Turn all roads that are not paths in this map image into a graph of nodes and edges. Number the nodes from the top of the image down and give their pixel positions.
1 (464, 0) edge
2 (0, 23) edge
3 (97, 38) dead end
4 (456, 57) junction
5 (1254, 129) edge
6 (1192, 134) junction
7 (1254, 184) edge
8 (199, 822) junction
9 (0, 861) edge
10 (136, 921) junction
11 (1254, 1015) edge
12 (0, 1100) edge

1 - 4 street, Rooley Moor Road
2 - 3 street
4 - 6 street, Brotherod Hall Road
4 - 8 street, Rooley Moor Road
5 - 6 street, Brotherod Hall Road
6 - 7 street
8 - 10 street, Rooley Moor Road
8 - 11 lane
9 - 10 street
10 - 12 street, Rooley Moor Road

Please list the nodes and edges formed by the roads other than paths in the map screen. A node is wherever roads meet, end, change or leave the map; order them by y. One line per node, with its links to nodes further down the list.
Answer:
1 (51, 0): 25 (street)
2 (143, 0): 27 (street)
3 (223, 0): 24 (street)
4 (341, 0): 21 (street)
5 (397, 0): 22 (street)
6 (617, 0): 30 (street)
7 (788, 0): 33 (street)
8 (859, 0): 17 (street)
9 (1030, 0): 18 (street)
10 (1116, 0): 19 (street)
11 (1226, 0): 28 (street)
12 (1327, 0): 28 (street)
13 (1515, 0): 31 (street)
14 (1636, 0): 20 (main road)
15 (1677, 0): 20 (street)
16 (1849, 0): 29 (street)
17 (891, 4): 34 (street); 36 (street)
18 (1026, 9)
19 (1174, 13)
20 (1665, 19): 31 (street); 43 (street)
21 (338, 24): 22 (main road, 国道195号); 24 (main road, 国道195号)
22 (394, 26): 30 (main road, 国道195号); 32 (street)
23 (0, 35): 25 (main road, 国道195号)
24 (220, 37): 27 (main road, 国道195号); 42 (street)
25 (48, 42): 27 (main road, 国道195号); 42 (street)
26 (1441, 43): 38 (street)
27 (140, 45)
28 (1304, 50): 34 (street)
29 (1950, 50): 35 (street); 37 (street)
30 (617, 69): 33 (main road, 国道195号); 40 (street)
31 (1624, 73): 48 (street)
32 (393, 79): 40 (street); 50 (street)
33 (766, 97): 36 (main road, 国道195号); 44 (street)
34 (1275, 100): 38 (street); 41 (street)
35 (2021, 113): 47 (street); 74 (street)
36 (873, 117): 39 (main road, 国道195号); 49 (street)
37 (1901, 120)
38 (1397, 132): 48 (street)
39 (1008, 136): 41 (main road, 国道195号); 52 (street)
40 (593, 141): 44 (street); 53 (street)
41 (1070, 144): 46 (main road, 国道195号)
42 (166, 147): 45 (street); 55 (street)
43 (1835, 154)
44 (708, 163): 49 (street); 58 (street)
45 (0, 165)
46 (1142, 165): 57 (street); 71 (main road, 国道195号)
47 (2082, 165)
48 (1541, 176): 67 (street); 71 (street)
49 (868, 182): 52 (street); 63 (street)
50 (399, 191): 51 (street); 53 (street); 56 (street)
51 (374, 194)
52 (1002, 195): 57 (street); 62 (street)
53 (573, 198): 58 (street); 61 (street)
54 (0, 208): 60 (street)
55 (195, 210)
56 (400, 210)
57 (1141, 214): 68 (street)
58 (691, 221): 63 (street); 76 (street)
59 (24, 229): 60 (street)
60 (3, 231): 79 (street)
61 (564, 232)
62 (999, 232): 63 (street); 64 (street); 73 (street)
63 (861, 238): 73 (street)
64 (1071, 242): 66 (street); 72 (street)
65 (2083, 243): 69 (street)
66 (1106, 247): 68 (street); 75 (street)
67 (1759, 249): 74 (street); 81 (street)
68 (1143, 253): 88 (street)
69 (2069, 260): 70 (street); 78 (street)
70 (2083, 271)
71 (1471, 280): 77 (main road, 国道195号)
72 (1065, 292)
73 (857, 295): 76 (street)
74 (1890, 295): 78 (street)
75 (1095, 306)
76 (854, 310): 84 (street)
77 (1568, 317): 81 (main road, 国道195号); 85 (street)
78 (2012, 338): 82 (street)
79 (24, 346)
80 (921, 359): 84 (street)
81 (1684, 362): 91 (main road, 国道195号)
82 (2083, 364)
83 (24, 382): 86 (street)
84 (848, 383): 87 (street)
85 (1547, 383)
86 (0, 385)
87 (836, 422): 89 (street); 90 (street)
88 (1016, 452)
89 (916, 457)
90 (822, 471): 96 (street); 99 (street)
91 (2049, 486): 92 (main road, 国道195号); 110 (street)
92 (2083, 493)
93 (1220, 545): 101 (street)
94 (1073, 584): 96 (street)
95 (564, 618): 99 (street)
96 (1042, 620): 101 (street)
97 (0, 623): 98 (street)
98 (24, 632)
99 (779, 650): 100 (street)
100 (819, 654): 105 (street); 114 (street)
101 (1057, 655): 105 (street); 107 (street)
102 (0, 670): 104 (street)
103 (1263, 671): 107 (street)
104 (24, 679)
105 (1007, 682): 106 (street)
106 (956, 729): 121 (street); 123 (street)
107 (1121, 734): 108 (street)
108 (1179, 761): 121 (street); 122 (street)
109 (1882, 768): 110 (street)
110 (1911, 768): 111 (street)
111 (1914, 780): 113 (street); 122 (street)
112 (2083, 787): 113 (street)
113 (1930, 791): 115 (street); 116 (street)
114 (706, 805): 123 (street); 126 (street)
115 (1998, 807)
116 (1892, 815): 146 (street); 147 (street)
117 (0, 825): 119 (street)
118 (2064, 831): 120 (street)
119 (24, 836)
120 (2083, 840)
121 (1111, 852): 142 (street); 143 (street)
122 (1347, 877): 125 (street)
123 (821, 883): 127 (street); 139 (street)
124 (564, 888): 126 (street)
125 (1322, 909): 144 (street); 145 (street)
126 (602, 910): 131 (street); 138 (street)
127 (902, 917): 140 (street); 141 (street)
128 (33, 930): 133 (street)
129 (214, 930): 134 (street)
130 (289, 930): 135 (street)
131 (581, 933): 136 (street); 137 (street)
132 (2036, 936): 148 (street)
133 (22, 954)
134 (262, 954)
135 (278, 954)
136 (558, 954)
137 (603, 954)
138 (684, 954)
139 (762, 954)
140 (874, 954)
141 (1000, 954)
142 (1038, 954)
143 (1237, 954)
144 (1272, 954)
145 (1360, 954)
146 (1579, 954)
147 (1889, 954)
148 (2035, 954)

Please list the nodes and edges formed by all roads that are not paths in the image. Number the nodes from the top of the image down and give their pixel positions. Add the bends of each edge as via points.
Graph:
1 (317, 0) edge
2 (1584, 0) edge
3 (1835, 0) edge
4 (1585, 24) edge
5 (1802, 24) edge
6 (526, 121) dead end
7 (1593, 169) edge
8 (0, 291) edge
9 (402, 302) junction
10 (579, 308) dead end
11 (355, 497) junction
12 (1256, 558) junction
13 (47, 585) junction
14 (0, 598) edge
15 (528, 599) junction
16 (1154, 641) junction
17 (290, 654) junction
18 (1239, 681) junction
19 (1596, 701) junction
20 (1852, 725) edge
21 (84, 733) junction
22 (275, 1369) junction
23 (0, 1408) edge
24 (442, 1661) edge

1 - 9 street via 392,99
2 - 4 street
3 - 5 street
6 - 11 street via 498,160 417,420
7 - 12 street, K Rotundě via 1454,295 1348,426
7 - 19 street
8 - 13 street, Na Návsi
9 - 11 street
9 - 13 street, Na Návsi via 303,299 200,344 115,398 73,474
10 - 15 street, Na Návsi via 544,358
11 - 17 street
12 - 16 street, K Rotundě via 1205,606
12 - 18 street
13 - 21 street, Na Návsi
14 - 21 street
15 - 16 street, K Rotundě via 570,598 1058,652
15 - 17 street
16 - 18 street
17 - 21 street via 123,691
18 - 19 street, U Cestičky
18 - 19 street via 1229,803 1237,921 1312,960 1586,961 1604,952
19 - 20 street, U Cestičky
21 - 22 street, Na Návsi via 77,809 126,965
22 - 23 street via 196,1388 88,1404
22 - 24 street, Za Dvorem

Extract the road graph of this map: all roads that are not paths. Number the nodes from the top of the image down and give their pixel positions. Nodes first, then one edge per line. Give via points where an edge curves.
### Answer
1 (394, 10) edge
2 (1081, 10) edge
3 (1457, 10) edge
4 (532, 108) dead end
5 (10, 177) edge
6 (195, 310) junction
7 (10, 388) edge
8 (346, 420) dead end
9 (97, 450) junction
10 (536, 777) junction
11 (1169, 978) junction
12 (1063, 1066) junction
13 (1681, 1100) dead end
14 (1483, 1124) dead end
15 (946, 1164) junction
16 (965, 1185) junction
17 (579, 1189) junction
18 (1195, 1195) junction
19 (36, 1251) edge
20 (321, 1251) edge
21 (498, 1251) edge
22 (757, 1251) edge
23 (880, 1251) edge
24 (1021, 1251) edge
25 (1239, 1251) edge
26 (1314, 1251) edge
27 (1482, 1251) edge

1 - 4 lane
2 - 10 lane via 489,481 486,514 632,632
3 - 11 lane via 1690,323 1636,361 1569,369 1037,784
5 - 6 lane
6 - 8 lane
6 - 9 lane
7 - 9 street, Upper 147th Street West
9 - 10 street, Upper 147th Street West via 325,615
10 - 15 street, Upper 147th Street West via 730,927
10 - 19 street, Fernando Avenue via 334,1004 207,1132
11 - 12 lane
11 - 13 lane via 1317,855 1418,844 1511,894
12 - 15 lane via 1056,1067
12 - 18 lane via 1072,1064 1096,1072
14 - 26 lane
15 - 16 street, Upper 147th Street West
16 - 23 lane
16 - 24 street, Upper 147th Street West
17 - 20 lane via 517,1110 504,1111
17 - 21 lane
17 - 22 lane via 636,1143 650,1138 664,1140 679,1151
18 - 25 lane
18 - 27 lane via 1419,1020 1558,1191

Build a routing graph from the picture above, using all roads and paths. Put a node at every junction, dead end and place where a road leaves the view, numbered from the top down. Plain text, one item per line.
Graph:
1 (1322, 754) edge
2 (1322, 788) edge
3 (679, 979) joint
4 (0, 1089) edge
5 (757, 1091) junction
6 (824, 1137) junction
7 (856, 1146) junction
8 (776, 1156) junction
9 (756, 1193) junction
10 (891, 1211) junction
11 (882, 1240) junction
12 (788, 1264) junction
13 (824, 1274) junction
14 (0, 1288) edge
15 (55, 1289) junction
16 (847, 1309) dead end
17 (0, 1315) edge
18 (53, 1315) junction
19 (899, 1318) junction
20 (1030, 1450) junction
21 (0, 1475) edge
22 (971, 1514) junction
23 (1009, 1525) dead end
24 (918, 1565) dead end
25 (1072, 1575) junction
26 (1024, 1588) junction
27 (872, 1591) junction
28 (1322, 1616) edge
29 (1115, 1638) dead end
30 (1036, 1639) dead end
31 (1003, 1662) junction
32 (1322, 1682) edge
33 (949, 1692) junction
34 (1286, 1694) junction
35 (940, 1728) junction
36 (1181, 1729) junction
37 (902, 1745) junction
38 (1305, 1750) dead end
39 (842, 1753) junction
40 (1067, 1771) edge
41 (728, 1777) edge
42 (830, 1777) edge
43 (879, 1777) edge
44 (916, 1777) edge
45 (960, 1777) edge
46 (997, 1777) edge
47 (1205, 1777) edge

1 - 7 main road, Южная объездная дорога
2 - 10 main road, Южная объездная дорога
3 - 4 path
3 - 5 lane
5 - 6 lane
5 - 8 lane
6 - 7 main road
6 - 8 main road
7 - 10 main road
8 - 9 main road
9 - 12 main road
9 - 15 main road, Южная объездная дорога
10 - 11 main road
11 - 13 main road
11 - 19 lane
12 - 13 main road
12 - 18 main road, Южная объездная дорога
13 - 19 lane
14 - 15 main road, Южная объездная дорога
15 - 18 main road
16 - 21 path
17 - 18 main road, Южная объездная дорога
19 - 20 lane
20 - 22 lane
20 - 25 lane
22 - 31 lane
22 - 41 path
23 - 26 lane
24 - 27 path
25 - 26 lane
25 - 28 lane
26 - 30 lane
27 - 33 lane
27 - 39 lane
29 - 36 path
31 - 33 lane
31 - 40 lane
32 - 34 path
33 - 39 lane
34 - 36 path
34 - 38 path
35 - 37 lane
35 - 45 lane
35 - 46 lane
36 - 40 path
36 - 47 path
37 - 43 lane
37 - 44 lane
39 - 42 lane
⁂
_INSTRUCTIONS FOR THE TASK:_ Word for word, quote the lines of the material from the first line through the line with "Please list the nodes and edges formed by the", both ends included.

_SOLUTION TO THIS PROBLEM:_
Turn all roads that are not paths in this map image into a graph of nodes and edges. Number the nodes from the top of the image down and give their pixel positions.
1 (464, 0) edge
2 (0, 23) edge
3 (97, 38) dead end
4 (456, 57) junction
5 (1254, 129) edge
6 (1192, 134) junction
7 (1254, 184) edge
8 (199, 822) junction
9 (0, 861) edge
10 (136, 921) junction
11 (1254, 1015) edge
12 (0, 1100) edge

1 - 4 street, Rooley Moor Road
2 - 3 street
4 - 6 street, Brotherod Hall Road
4 - 8 street, Rooley Moor Road
5 - 6 street, Brotherod Hall Road
6 - 7 street
8 - 10 street, Rooley Moor Road
8 - 11 lane
9 - 10 street
10 - 12 street, Rooley Moor Road

Please list the nodes and edges formed by the roads other than paths in the map screen. A node is wherever roads meet, end, change or leave the map; order them by y. One line per node, with its links to nodes further down the list.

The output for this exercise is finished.